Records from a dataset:
○ ○ ○ ○ ○

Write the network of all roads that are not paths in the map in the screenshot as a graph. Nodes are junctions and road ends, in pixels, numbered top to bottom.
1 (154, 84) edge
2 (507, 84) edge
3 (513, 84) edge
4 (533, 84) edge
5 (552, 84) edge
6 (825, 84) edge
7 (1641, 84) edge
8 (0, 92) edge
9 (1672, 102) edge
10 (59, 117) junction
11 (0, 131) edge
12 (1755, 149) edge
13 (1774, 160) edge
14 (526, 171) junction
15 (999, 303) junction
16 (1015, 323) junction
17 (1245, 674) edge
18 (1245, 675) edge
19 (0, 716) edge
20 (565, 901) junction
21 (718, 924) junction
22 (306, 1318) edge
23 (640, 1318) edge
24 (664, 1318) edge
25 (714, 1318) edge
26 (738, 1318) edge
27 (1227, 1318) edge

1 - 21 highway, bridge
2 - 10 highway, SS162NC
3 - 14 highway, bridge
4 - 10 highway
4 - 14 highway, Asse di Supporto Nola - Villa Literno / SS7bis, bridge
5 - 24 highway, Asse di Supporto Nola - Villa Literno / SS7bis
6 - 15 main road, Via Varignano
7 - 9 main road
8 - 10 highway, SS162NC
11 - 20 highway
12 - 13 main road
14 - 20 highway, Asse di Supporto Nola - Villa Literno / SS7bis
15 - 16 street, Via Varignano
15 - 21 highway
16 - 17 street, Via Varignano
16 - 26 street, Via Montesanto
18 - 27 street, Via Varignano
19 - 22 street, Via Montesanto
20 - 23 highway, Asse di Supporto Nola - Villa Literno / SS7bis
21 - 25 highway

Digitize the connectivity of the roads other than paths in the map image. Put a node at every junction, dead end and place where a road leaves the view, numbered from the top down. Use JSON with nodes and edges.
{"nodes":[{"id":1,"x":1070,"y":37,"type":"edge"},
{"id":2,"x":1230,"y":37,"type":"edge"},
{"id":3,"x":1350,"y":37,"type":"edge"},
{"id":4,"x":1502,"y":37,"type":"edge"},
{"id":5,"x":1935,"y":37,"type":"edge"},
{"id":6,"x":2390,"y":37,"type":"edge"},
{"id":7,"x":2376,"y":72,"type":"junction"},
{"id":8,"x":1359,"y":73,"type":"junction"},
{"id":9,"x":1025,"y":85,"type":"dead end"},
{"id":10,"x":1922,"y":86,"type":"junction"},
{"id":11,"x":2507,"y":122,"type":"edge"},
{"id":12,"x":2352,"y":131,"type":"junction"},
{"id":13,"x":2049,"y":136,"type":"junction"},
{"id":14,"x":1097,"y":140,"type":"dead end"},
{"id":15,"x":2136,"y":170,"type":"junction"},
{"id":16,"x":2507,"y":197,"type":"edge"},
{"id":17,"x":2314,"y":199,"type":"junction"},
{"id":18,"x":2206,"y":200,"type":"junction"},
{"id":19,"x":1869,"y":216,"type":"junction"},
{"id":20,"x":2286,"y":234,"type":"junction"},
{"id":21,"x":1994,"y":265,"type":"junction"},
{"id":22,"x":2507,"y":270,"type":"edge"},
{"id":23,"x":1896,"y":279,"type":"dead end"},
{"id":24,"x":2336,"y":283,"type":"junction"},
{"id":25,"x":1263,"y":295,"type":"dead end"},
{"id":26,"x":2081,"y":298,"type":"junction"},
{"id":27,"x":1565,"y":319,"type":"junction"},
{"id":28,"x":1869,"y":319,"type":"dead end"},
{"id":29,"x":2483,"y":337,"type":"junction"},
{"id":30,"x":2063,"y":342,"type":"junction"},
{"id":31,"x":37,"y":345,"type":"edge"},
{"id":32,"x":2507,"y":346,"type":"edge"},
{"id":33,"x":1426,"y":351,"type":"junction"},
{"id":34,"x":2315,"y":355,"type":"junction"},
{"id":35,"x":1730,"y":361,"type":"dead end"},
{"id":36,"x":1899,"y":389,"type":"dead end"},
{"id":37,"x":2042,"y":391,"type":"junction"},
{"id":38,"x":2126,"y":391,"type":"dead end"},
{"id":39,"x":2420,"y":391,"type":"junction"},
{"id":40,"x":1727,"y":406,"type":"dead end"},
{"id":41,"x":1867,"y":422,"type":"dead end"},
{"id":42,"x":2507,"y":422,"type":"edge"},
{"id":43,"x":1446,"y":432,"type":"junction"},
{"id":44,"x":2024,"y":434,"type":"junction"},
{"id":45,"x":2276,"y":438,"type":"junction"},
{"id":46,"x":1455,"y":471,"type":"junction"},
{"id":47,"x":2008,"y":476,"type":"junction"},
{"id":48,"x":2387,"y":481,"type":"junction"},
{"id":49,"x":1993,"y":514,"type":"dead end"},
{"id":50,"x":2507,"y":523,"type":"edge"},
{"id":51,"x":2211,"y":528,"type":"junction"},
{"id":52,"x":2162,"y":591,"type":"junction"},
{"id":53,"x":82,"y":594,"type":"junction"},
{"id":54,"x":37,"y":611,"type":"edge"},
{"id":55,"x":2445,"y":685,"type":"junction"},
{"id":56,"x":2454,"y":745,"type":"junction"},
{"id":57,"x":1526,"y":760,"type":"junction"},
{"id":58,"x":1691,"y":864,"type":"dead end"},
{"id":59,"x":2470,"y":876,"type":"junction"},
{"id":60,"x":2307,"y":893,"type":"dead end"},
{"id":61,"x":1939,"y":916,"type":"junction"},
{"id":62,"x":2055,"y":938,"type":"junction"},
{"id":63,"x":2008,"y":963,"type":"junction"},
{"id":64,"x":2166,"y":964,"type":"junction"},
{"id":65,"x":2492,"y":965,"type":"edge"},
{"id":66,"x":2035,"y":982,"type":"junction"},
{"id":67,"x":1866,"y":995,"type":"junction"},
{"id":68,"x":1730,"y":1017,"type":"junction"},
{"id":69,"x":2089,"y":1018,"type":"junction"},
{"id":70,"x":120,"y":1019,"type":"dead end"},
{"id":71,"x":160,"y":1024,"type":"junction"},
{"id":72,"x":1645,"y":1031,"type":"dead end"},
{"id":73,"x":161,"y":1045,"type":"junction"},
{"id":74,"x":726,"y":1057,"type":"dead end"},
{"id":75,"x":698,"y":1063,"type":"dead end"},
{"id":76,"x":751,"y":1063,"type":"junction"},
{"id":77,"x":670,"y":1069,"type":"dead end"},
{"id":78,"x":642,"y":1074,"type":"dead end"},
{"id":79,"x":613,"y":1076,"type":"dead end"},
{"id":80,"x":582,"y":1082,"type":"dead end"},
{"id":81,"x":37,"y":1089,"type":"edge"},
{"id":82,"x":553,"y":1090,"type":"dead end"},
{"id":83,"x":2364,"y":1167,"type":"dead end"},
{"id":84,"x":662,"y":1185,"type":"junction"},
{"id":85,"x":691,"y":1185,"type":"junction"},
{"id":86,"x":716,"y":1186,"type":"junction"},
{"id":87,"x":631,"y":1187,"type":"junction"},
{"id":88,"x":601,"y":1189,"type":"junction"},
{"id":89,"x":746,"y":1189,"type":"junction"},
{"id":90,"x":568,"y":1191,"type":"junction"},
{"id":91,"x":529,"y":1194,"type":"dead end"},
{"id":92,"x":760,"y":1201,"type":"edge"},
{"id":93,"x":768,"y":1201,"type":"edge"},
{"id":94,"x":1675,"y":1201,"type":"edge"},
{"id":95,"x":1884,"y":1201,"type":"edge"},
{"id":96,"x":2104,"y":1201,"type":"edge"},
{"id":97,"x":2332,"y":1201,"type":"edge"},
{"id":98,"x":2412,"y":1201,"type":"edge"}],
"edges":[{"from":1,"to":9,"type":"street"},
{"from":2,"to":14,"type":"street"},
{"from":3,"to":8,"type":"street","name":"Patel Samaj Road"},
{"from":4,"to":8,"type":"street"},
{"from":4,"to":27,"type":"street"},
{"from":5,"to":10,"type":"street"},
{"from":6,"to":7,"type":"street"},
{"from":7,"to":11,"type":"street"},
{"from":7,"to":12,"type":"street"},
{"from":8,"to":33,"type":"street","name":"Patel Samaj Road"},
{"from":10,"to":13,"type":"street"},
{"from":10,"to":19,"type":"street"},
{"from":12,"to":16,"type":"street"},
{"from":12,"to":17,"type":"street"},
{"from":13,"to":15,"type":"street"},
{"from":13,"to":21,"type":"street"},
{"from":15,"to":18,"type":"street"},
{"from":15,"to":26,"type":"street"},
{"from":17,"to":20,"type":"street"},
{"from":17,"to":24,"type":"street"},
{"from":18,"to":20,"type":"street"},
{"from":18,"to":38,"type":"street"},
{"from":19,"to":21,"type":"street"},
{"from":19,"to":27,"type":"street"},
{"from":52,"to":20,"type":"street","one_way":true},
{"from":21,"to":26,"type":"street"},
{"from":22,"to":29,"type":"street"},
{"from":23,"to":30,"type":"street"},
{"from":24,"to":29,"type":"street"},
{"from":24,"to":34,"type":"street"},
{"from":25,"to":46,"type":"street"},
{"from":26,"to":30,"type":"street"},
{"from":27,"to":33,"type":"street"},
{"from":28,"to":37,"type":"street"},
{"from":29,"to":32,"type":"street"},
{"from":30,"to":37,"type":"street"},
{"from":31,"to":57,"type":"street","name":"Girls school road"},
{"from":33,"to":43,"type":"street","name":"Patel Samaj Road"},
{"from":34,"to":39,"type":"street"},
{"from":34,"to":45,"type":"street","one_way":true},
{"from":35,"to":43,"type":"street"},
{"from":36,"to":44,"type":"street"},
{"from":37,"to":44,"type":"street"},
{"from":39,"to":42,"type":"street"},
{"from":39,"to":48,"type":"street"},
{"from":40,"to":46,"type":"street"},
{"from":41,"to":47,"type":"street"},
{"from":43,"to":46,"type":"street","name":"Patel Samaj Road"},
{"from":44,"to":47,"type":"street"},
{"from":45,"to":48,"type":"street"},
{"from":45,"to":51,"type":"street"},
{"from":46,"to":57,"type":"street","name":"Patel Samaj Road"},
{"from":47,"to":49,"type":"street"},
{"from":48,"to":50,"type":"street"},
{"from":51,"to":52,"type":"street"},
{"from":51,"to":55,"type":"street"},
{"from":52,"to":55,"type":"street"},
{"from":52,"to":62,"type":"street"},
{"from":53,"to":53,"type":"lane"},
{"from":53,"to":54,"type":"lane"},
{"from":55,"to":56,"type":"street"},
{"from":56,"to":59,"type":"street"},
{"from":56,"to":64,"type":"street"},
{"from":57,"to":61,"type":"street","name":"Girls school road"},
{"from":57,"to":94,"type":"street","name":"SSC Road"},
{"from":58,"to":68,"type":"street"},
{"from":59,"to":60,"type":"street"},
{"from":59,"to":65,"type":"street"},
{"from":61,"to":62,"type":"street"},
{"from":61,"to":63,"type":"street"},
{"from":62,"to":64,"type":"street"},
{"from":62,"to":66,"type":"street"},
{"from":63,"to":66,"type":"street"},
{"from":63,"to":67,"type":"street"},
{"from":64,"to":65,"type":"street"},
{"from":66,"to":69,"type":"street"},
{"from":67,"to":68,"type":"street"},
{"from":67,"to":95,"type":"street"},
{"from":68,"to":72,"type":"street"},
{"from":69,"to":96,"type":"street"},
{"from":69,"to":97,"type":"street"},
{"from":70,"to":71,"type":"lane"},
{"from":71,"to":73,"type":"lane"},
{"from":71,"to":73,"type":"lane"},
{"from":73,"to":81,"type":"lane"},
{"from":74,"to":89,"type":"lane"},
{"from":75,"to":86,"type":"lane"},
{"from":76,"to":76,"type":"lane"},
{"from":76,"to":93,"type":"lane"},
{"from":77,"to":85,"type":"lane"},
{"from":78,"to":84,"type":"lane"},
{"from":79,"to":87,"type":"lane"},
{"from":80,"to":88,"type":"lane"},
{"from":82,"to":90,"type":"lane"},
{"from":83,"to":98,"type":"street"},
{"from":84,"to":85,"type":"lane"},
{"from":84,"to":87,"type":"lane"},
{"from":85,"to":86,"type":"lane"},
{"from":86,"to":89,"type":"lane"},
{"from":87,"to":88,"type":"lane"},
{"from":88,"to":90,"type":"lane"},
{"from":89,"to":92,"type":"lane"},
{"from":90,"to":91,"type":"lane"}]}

○ ○ ○ ○ ○

### WORK INSTRUCTION
Which lines of the data include the word "Girls"? Copy each one.

### RESPONSE
{"from":31,"to":57,"type":"street","name":"Girls school road"},
{"from":57,"to":61,"type":"street","name":"Girls school road"},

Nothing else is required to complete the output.